▶ **WHAT IS REQUIRED**: The result should consist solely of the line containing "ring pip: (268, 135)" and the lines that follow it below, each reproduced exactly, the last line included.

▶ **STUDY MATERIAL**:
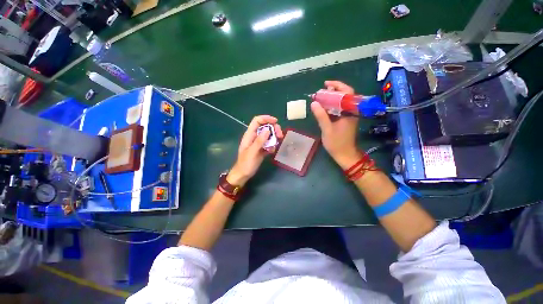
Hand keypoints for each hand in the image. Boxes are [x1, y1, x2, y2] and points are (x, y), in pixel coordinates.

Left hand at [227, 115, 282, 186]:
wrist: (243, 174)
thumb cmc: (245, 164)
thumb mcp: (252, 152)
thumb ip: (259, 141)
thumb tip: (268, 130)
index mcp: (249, 135)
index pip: (257, 121)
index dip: (266, 118)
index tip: (276, 122)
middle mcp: (254, 137)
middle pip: (265, 127)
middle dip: (273, 129)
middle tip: (280, 135)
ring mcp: (258, 143)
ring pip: (268, 135)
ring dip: (274, 137)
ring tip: (277, 144)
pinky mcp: (262, 149)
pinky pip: (269, 143)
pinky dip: (272, 145)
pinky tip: (272, 151)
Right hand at [311, 81, 361, 169]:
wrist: (345, 154)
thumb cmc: (337, 143)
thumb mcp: (327, 129)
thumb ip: (321, 115)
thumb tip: (314, 103)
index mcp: (350, 112)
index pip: (347, 93)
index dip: (337, 86)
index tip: (326, 84)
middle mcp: (351, 111)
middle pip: (344, 96)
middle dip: (333, 92)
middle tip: (320, 92)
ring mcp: (349, 116)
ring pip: (341, 102)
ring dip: (331, 99)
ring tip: (320, 98)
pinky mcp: (345, 120)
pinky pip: (339, 109)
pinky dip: (331, 106)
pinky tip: (323, 108)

▶ **RESULT OF THIS EXERCISE**:
ring pip: (268, 135)
ring dip: (274, 137)
ring tip: (277, 144)
pinky mcp: (262, 149)
pinky pip: (269, 143)
pinky dip: (272, 145)
pinky tip: (272, 151)
Right hand at [311, 81, 361, 169]:
wrist: (345, 154)
thumb cmc: (337, 143)
thumb mcp: (327, 129)
thumb ip: (321, 115)
thumb tip: (314, 103)
index mcp: (350, 112)
index pip: (347, 93)
index dip: (337, 86)
index tip: (326, 84)
middle mcp: (351, 111)
middle pip: (344, 96)
middle dip: (333, 92)
middle tip: (320, 92)
ring mcp: (349, 116)
ring pip: (341, 102)
ring dip: (331, 99)
ring tip: (320, 98)
pinky mcp: (345, 120)
pinky pip: (339, 109)
pinky dip: (331, 106)
pinky tip: (323, 108)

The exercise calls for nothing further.